▶ YOUR INSTRUCTIONS
You are asked to reproduce the listing exactly and to omit its pictures.

▶ SUPPLIED DATA
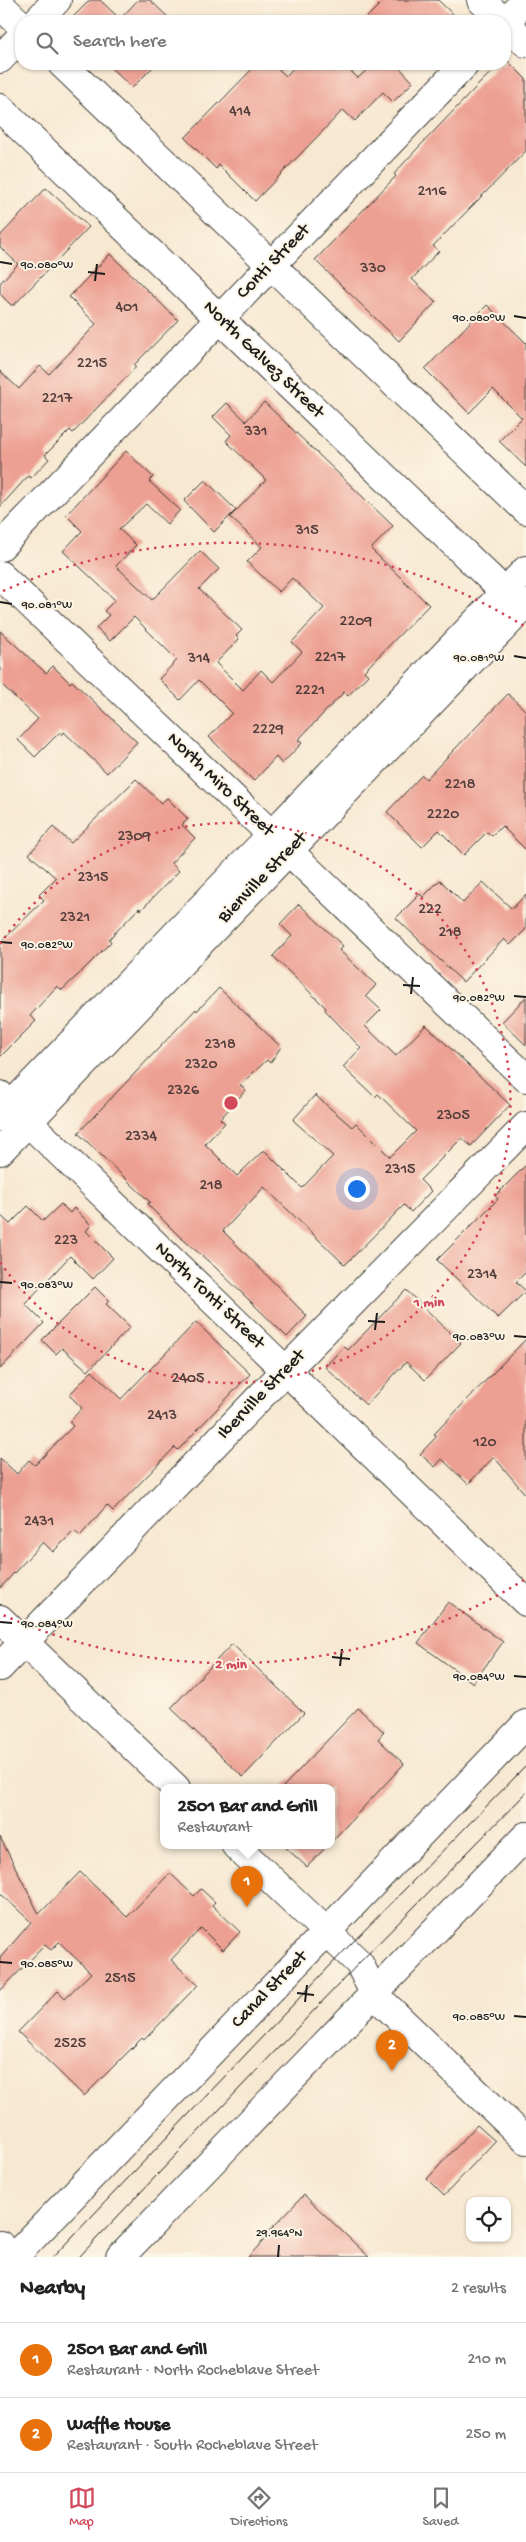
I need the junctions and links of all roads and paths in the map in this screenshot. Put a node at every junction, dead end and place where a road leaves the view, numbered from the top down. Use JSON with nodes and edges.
{"nodes":[{"id":1,"x":57,"y":0,"type":"edge"},
{"id":2,"x":481,"y":0,"type":"edge"},
{"id":3,"x":526,"y":0,"type":"edge"},
{"id":4,"x":0,"y":5,"type":"edge"},
{"id":5,"x":43,"y":15,"type":"edge"},
{"id":6,"x":497,"y":15,"type":"edge"},
{"id":7,"x":511,"y":15,"type":"edge"},
{"id":8,"x":15,"y":19,"type":"edge"},
{"id":9,"x":511,"y":29,"type":"edge"},
{"id":10,"x":15,"y":43,"type":"edge"},
{"id":11,"x":526,"y":43,"type":"edge"},
{"id":12,"x":0,"y":59,"type":"edge"},
{"id":13,"x":68,"y":70,"type":"edge"},
{"id":14,"x":459,"y":70,"type":"edge"},
{"id":15,"x":0,"y":108,"type":"edge"},
{"id":16,"x":272,"y":264,"type":"junction"},
{"id":17,"x":220,"y":319,"type":"junction"},
{"id":18,"x":526,"y":510,"type":"edge"},
{"id":19,"x":0,"y":547,"type":"edge"},
{"id":20,"x":526,"y":570,"type":"edge"},
{"id":21,"x":0,"y":575,"type":"edge"},
{"id":22,"x":520,"y":604,"type":"edge"},
{"id":23,"x":280,"y":843,"type":"junction"},
{"id":24,"x":526,"y":1078,"type":"edge"},
{"id":25,"x":10,"y":1110,"type":"edge"},
{"id":26,"x":526,"y":1126,"type":"edge"},
{"id":27,"x":0,"y":1151,"type":"edge"},
{"id":28,"x":286,"y":1370,"type":"junction"},
{"id":29,"x":526,"y":1602,"type":"edge"},
{"id":30,"x":0,"y":1619,"type":"edge"},
{"id":31,"x":24,"y":1642,"type":"junction"},
{"id":32,"x":0,"y":1667,"type":"edge"},
{"id":33,"x":526,"y":1724,"type":"edge"},
{"id":34,"x":172,"y":1784,"type":"edge"},
{"id":35,"x":526,"y":1836,"type":"edge"},
{"id":36,"x":239,"y":1849,"type":"edge"},
{"id":37,"x":326,"y":1932,"type":"junction"},
{"id":38,"x":375,"y":1995,"type":"junction"},
{"id":39,"x":526,"y":2140,"type":"edge"},
{"id":40,"x":0,"y":2245,"type":"edge"},
{"id":41,"x":13,"y":2257,"type":"edge"},
{"id":42,"x":120,"y":2257,"type":"edge"}],
"edges":[{"from":1,"to":5,"type":"street"},
{"from":2,"to":6,"type":"street"},
{"from":3,"to":7,"type":"street"},
{"from":4,"to":8,"type":"street"},
{"from":9,"to":11,"type":"street"},
{"from":10,"to":12,"type":"street"},
{"from":13,"to":16,"type":"street"},
{"from":14,"to":16,"type":"street","name":"Conti Street"},
{"from":15,"to":17,"type":"street","name":"North Galvez Street"},
{"from":16,"to":17,"type":"street","name":"Conti Street"},
{"from":16,"to":18,"type":"street"},
{"from":17,"to":19,"type":"street","name":"Conti Street"},
{"from":17,"to":22,"type":"street","name":"North Galvez Street"},
{"from":20,"to":22,"type":"street","name":"Bienville Street"},
{"from":21,"to":23,"type":"street","name":"North Miro Street"},
{"from":22,"to":23,"type":"street","name":"Bienville Street"},
{"from":23,"to":24,"type":"street","name":"North Miro Street"},
{"from":23,"to":25,"type":"street","name":"Bienville Street"},
{"from":25,"to":27,"type":"street","name":"Bienville Street"},
{"from":25,"to":28,"type":"street","name":"North Tonti Street"},
{"from":26,"to":28,"type":"street","name":"Iberville Street"},
{"from":28,"to":29,"type":"street","name":"North Tonti Street"},
{"from":28,"to":31,"type":"street","name":"Iberville Street"},
{"from":30,"to":31,"type":"street"},
{"from":31,"to":32,"type":"street","name":"Iberville Street"},
{"from":31,"to":34,"type":"street"},
{"from":33,"to":37,"type":"street","name":"Canal Street"},
{"from":35,"to":38,"type":"street"},
{"from":36,"to":37,"type":"street"},
{"from":37,"to":38,"type":"street"},
{"from":37,"to":41,"type":"street","name":"Canal Street"},
{"from":38,"to":39,"type":"street"},
{"from":38,"to":42,"type":"street"},
{"from":40,"to":41,"type":"street"}]}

▶ RESULT FOR THIS EXERCISE
I need the junctions and links of all roads and paths in the map in this screenshot. Put a node at every junction, dead end and place where a road leaves the view, numbered from the top down. Use JSON with nodes and edges.
{"nodes":[{"id":1,"x":57,"y":0,"type":"edge"},
{"id":2,"x":481,"y":0,"type":"edge"},
{"id":3,"x":526,"y":0,"type":"edge"},
{"id":4,"x":0,"y":5,"type":"edge"},
{"id":5,"x":43,"y":15,"type":"edge"},
{"id":6,"x":497,"y":15,"type":"edge"},
{"id":7,"x":511,"y":15,"type":"edge"},
{"id":8,"x":15,"y":19,"type":"edge"},
{"id":9,"x":511,"y":29,"type":"edge"},
{"id":10,"x":15,"y":43,"type":"edge"},
{"id":11,"x":526,"y":43,"type":"edge"},
{"id":12,"x":0,"y":59,"type":"edge"},
{"id":13,"x":68,"y":70,"type":"edge"},
{"id":14,"x":459,"y":70,"type":"edge"},
{"id":15,"x":0,"y":108,"type":"edge"},
{"id":16,"x":272,"y":264,"type":"junction"},
{"id":17,"x":220,"y":319,"type":"junction"},
{"id":18,"x":526,"y":510,"type":"edge"},
{"id":19,"x":0,"y":547,"type":"edge"},
{"id":20,"x":526,"y":570,"type":"edge"},
{"id":21,"x":0,"y":575,"type":"edge"},
{"id":22,"x":520,"y":604,"type":"edge"},
{"id":23,"x":280,"y":843,"type":"junction"},
{"id":24,"x":526,"y":1078,"type":"edge"},
{"id":25,"x":10,"y":1110,"type":"edge"},
{"id":26,"x":526,"y":1126,"type":"edge"},
{"id":27,"x":0,"y":1151,"type":"edge"},
{"id":28,"x":286,"y":1370,"type":"junction"},
{"id":29,"x":526,"y":1602,"type":"edge"},
{"id":30,"x":0,"y":1619,"type":"edge"},
{"id":31,"x":24,"y":1642,"type":"junction"},
{"id":32,"x":0,"y":1667,"type":"edge"},
{"id":33,"x":526,"y":1724,"type":"edge"},
{"id":34,"x":172,"y":1784,"type":"edge"},
{"id":35,"x":526,"y":1836,"type":"edge"},
{"id":36,"x":239,"y":1849,"type":"edge"},
{"id":37,"x":326,"y":1932,"type":"junction"},
{"id":38,"x":375,"y":1995,"type":"junction"},
{"id":39,"x":526,"y":2140,"type":"edge"},
{"id":40,"x":0,"y":2245,"type":"edge"},
{"id":41,"x":13,"y":2257,"type":"edge"},
{"id":42,"x":120,"y":2257,"type":"edge"}],
"edges":[{"from":1,"to":5,"type":"street"},
{"from":2,"to":6,"type":"street"},
{"from":3,"to":7,"type":"street"},
{"from":4,"to":8,"type":"street"},
{"from":9,"to":11,"type":"street"},
{"from":10,"to":12,"type":"street"},
{"from":13,"to":16,"type":"street"},
{"from":14,"to":16,"type":"street","name":"Conti Street"},
{"from":15,"to":17,"type":"street","name":"North Galvez Street"},
{"from":16,"to":17,"type":"street","name":"Conti Street"},
{"from":16,"to":18,"type":"street"},
{"from":17,"to":19,"type":"street","name":"Conti Street"},
{"from":17,"to":22,"type":"street","name":"North Galvez Street"},
{"from":20,"to":22,"type":"street","name":"Bienville Street"},
{"from":21,"to":23,"type":"street","name":"North Miro Street"},
{"from":22,"to":23,"type":"street","name":"Bienville Street"},
{"from":23,"to":24,"type":"street","name":"North Miro Street"},
{"from":23,"to":25,"type":"street","name":"Bienville Street"},
{"from":25,"to":27,"type":"street","name":"Bienville Street"},
{"from":25,"to":28,"type":"street","name":"North Tonti Street"},
{"from":26,"to":28,"type":"street","name":"Iberville Street"},
{"from":28,"to":29,"type":"street","name":"North Tonti Street"},
{"from":28,"to":31,"type":"street","name":"Iberville Street"},
{"from":30,"to":31,"type":"street"},
{"from":31,"to":32,"type":"street","name":"Iberville Street"},
{"from":31,"to":34,"type":"street"},
{"from":33,"to":37,"type":"street","name":"Canal Street"},
{"from":35,"to":38,"type":"street"},
{"from":36,"to":37,"type":"street"},
{"from":37,"to":38,"type":"street"},
{"from":37,"to":41,"type":"street","name":"Canal Street"},
{"from":38,"to":39,"type":"street"},
{"from":38,"to":42,"type":"street"},
{"from":40,"to":41,"type":"street"}]}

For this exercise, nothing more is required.